▸ **EXERCISE BRIEF**: Please return each of the entries exactly, minus their pictures.

(Extracted data entries)
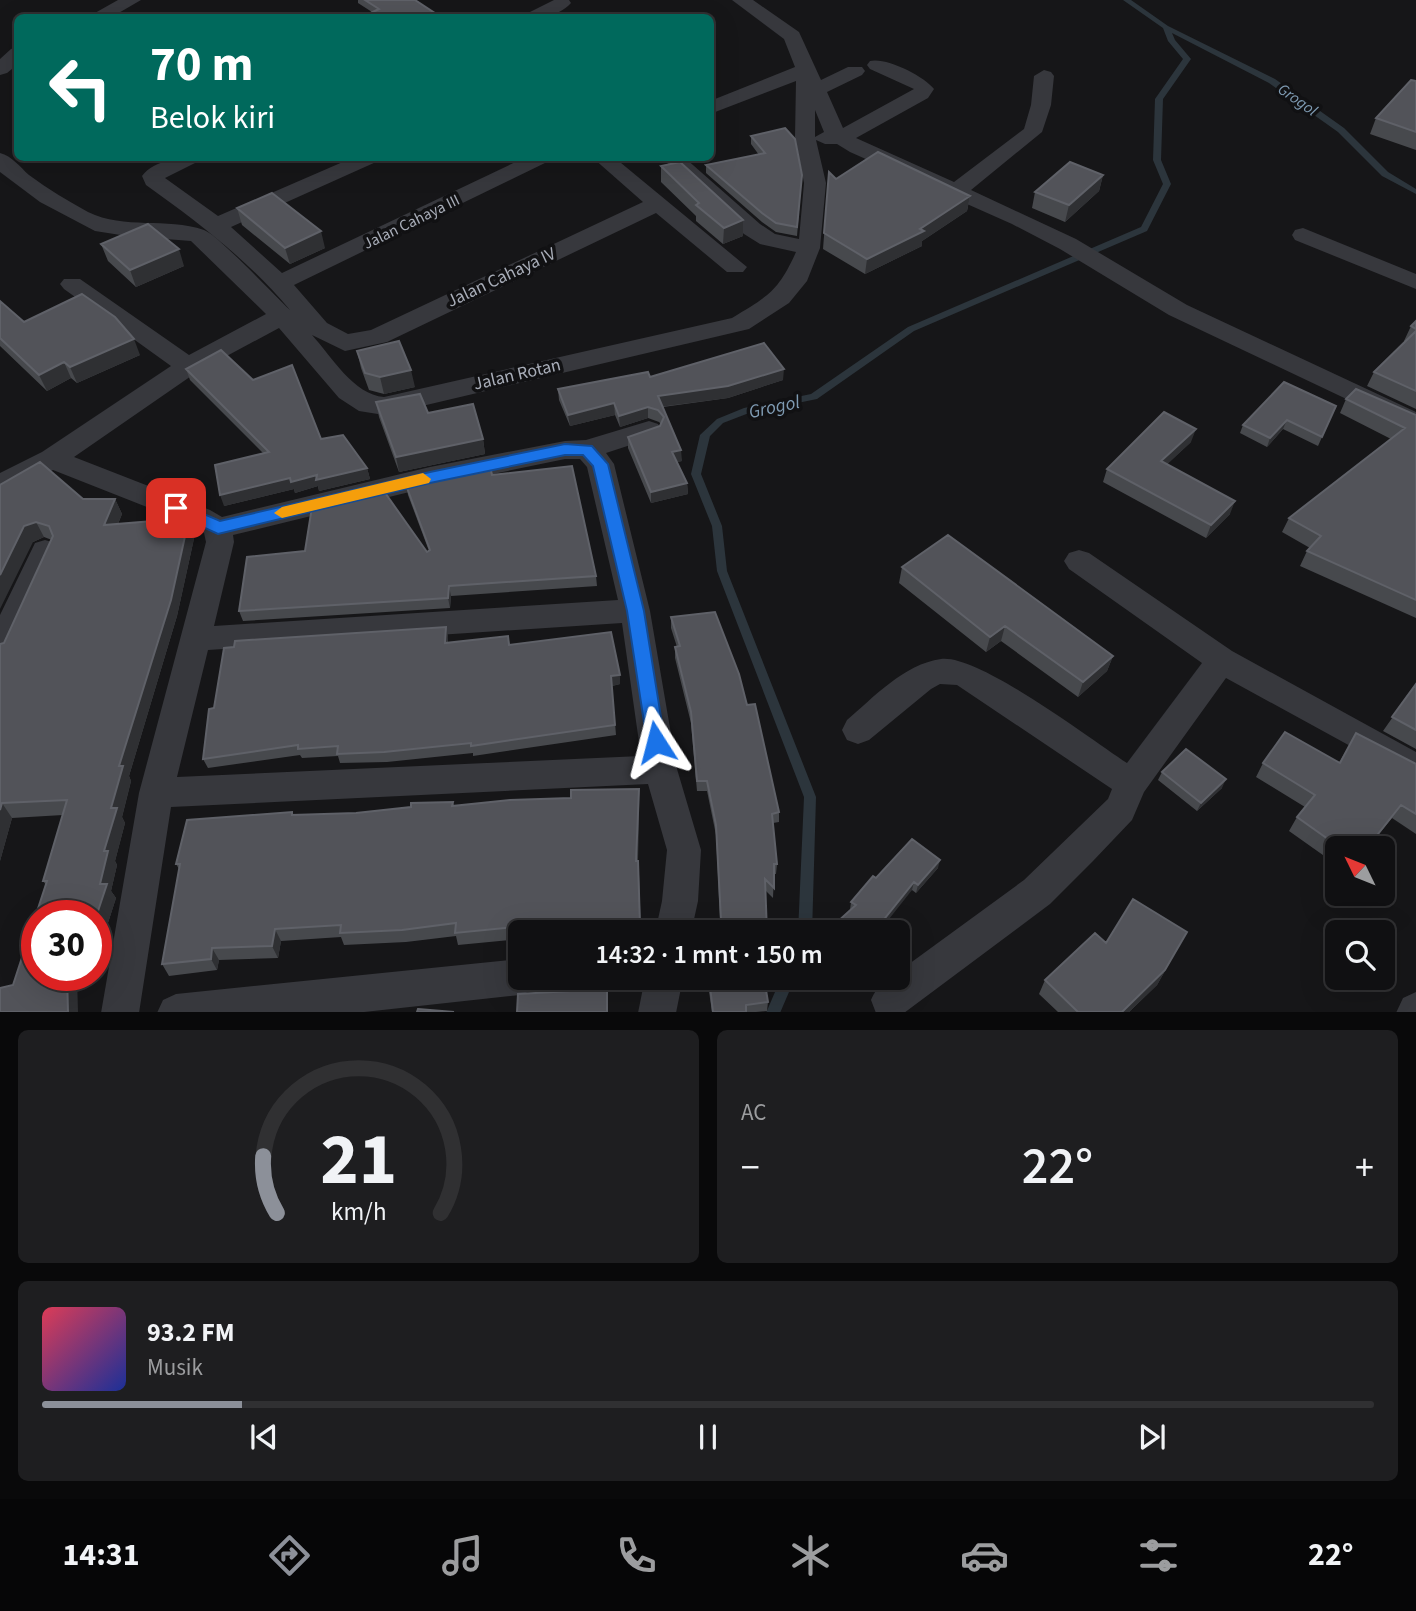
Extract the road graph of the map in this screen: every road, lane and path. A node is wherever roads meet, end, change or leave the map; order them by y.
1 (132, 0) edge
2 (741, 0) edge
3 (562, 3) dead end
4 (103, 14) edge
5 (536, 14) edge
6 (0, 38) edge
7 (10, 59) edge
8 (877, 65) dead end
9 (855, 71) dead end
10 (1044, 76) dead end
11 (811, 80) junction
12 (714, 107) edge
13 (805, 137) junction
14 (841, 138) junction
15 (0, 159) edge
16 (184, 161) edge
17 (362, 161) edge
18 (534, 161) edge
19 (606, 161) edge
20 (676, 161) edge
21 (956, 191) junction
22 (656, 204) junction
23 (213, 223) junction
24 (1303, 235) dead end
25 (809, 248) junction
26 (735, 267) dead end
27 (1416, 282) edge
28 (280, 283) junction
29 (72, 284) dead end
30 (282, 316) junction
31 (188, 366) junction
32 (1416, 423) edge
33 (649, 430) edge
34 (587, 449) junction
35 (52, 459) junction
36 (0, 485) edge
37 (218, 528) junction
38 (45, 551) edge
39 (1079, 561) dead end
40 (635, 611) junction
41 (194, 639) junction
42 (0, 648) edge
43 (1221, 660) junction
44 (858, 730) dead end
45 (1416, 768) edge
46 (660, 769) junction
47 (1131, 784) junction
48 (156, 793) junction
49 (676, 920) edge
50 (508, 979) edge
51 (662, 990) edge
52 (890, 1000) dead end
53 (365, 1003) edge
54 (120, 1012) edge
55 (195, 1012) edge
56 (657, 1012) edge

1 - 4 street
2 - 11 street, Jalan Rotan
3 - 5 street
6 - 7 street
8 - 14 street
9 - 11 street
10 - 21 street
11 - 12 street
11 - 13 street, Jalan Rotan
11 - 14 street
13 - 14 street
13 - 25 street, Jalan Rotan
14 - 21 street
15 - 30 street, Jalan Rotan
16 - 23 street
17 - 23 street
18 - 28 street, Jalan Cahaya III
19 - 22 street
20 - 25 street
21 - 32 street
22 - 26 street
22 - 28 street, Jalan Cahaya IV
23 - 28 street
24 - 27 street
25 - 30 street, Jalan Rotan
29 - 31 street
30 - 31 street
31 - 35 street
33 - 34 street
34 - 37 street
34 - 40 street
35 - 36 street
35 - 37 street
37 - 41 street
38 - 42 street
39 - 43 street
40 - 41 street
40 - 46 street
41 - 48 street
43 - 45 street
43 - 47 street
44 - 47 street
46 - 48 street
46 - 49 street
47 - 52 street
48 - 54 street
50 - 53 street
51 - 56 street
53 - 55 street

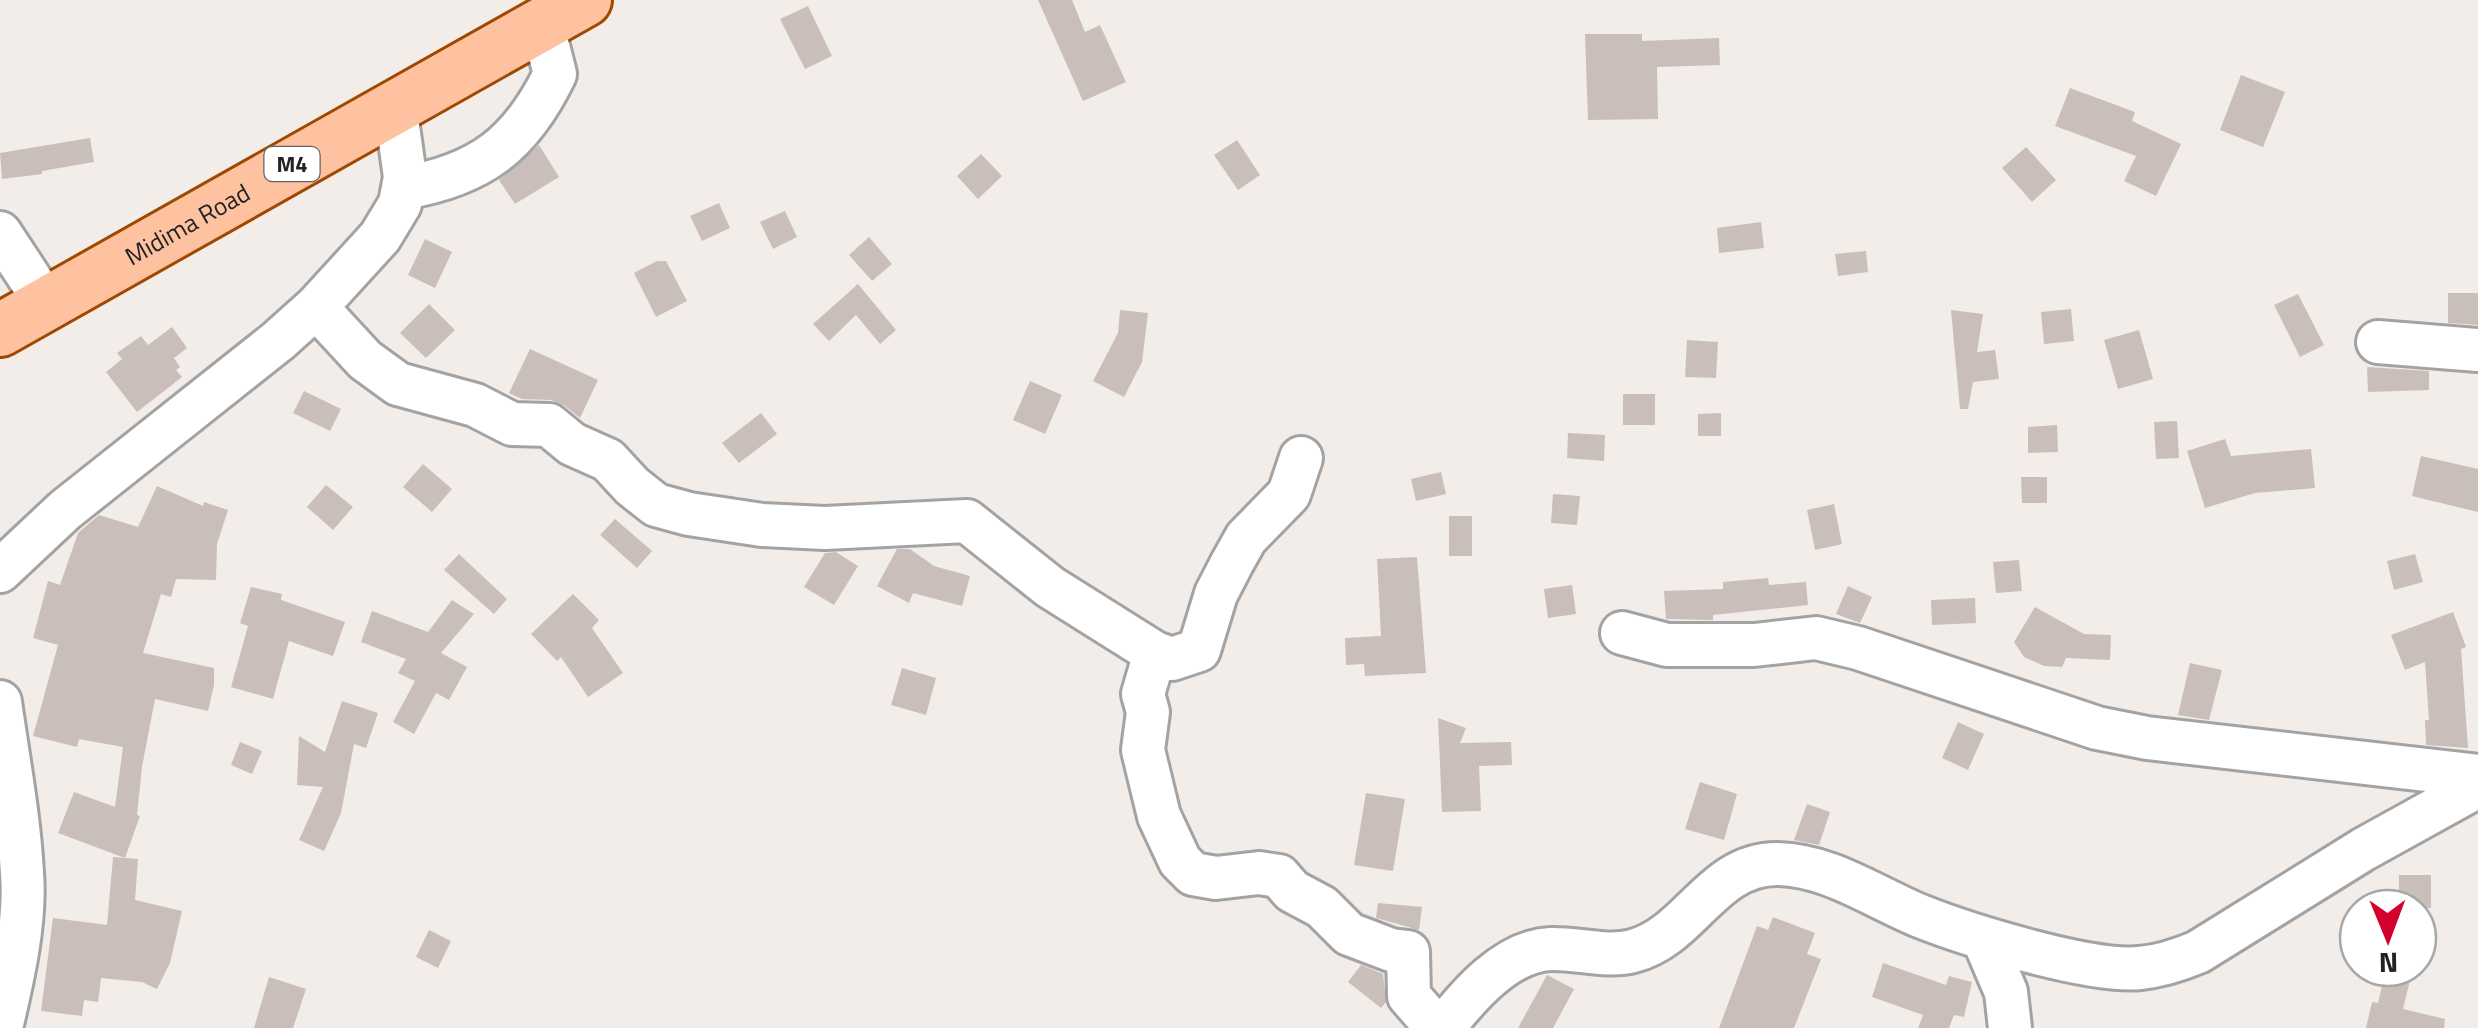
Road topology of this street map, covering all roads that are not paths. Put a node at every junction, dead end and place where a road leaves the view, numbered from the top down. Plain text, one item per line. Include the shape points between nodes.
1 (564, 12) edge
2 (395, 106) junction
3 (403, 188) junction
4 (0, 233) edge
5 (46, 303) junction
6 (316, 307) junction
7 (0, 330) edge
8 (2378, 342) dead end
9 (2478, 350) edge
10 (1302, 458) dead end
11 (0, 571) edge
12 (1622, 633) dead end
13 (1155, 653) junction
14 (0, 702) edge
15 (2478, 776) edge
16 (2478, 786) edge
17 (1983, 938) junction
18 (1, 1028) edge
19 (1440, 1028) edge
20 (2010, 1028) edge

1 - 2 main road, Midima Road / M4
1 - 3 street via 556,74 525,128 453,175
2 - 3 street
2 - 5 main road, Midima Road / M4
3 - 6 street via 380,238
4 - 5 street
5 - 7 main road, Midima Road / M4
6 - 11 street via 65,510
6 - 13 street via 365,360 398,384 475,405 512,424 549,425 608,460 656,504 762,526 967,521 1050,586
8 - 9 street
10 - 13 street via 1289,494 1232,562 1199,650 1172,658
12 - 15 street via 1667,645 1816,638 2096,728
13 - 19 street via 1143,694 1143,750 1159,816 1180,860 1205,876 1280,876 1348,934 1408,952 1409,996
14 - 18 street via 22,874
16 - 17 street via 2172,963 2105,966
17 - 19 street via 1822,872 1777,864 1739,872 1648,947 1626,953 1547,949 1524,956 1478,988
17 - 20 street via 2006,992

▸ **RESPONSE TO THIS TASK**:
Extract the road graph of the map in this screen: every road, lane and path. A node is wherever roads meet, end, change or leave the map; order them by y.
1 (132, 0) edge
2 (741, 0) edge
3 (562, 3) dead end
4 (103, 14) edge
5 (536, 14) edge
6 (0, 38) edge
7 (10, 59) edge
8 (877, 65) dead end
9 (855, 71) dead end
10 (1044, 76) dead end
11 (811, 80) junction
12 (714, 107) edge
13 (805, 137) junction
14 (841, 138) junction
15 (0, 159) edge
16 (184, 161) edge
17 (362, 161) edge
18 (534, 161) edge
19 (606, 161) edge
20 (676, 161) edge
21 (956, 191) junction
22 (656, 204) junction
23 (213, 223) junction
24 (1303, 235) dead end
25 (809, 248) junction
26 (735, 267) dead end
27 (1416, 282) edge
28 (280, 283) junction
29 (72, 284) dead end
30 (282, 316) junction
31 (188, 366) junction
32 (1416, 423) edge
33 (649, 430) edge
34 (587, 449) junction
35 (52, 459) junction
36 (0, 485) edge
37 (218, 528) junction
38 (45, 551) edge
39 (1079, 561) dead end
40 (635, 611) junction
41 (194, 639) junction
42 (0, 648) edge
43 (1221, 660) junction
44 (858, 730) dead end
45 (1416, 768) edge
46 (660, 769) junction
47 (1131, 784) junction
48 (156, 793) junction
49 (676, 920) edge
50 (508, 979) edge
51 (662, 990) edge
52 (890, 1000) dead end
53 (365, 1003) edge
54 (120, 1012) edge
55 (195, 1012) edge
56 (657, 1012) edge

1 - 4 street
2 - 11 street, Jalan Rotan
3 - 5 street
6 - 7 street
8 - 14 street
9 - 11 street
10 - 21 street
11 - 12 street
11 - 13 street, Jalan Rotan
11 - 14 street
13 - 14 street
13 - 25 street, Jalan Rotan
14 - 21 street
15 - 30 street, Jalan Rotan
16 - 23 street
17 - 23 street
18 - 28 street, Jalan Cahaya III
19 - 22 street
20 - 25 street
21 - 32 street
22 - 26 street
22 - 28 street, Jalan Cahaya IV
23 - 28 street
24 - 27 street
25 - 30 street, Jalan Rotan
29 - 31 street
30 - 31 street
31 - 35 street
33 - 34 street
34 - 37 street
34 - 40 street
35 - 36 street
35 - 37 street
37 - 41 street
38 - 42 street
39 - 43 street
40 - 41 street
40 - 46 street
41 - 48 street
43 - 45 street
43 - 47 street
44 - 47 street
46 - 48 street
46 - 49 street
47 - 52 street
48 - 54 street
50 - 53 street
51 - 56 street
53 - 55 street

Road topology of this street map, covering all roads that are not paths. Put a node at every junction, dead end and place where a road leaves the view, numbered from the top down. Plain text, one item per line. Include the shape points between nodes.
1 (564, 12) edge
2 (395, 106) junction
3 (403, 188) junction
4 (0, 233) edge
5 (46, 303) junction
6 (316, 307) junction
7 (0, 330) edge
8 (2378, 342) dead end
9 (2478, 350) edge
10 (1302, 458) dead end
11 (0, 571) edge
12 (1622, 633) dead end
13 (1155, 653) junction
14 (0, 702) edge
15 (2478, 776) edge
16 (2478, 786) edge
17 (1983, 938) junction
18 (1, 1028) edge
19 (1440, 1028) edge
20 (2010, 1028) edge

1 - 2 main road, Midima Road / M4
1 - 3 street via 556,74 525,128 453,175
2 - 3 street
2 - 5 main road, Midima Road / M4
3 - 6 street via 380,238
4 - 5 street
5 - 7 main road, Midima Road / M4
6 - 11 street via 65,510
6 - 13 street via 365,360 398,384 475,405 512,424 549,425 608,460 656,504 762,526 967,521 1050,586
8 - 9 street
10 - 13 street via 1289,494 1232,562 1199,650 1172,658
12 - 15 street via 1667,645 1816,638 2096,728
13 - 19 street via 1143,694 1143,750 1159,816 1180,860 1205,876 1280,876 1348,934 1408,952 1409,996
14 - 18 street via 22,874
16 - 17 street via 2172,963 2105,966
17 - 19 street via 1822,872 1777,864 1739,872 1648,947 1626,953 1547,949 1524,956 1478,988
17 - 20 street via 2006,992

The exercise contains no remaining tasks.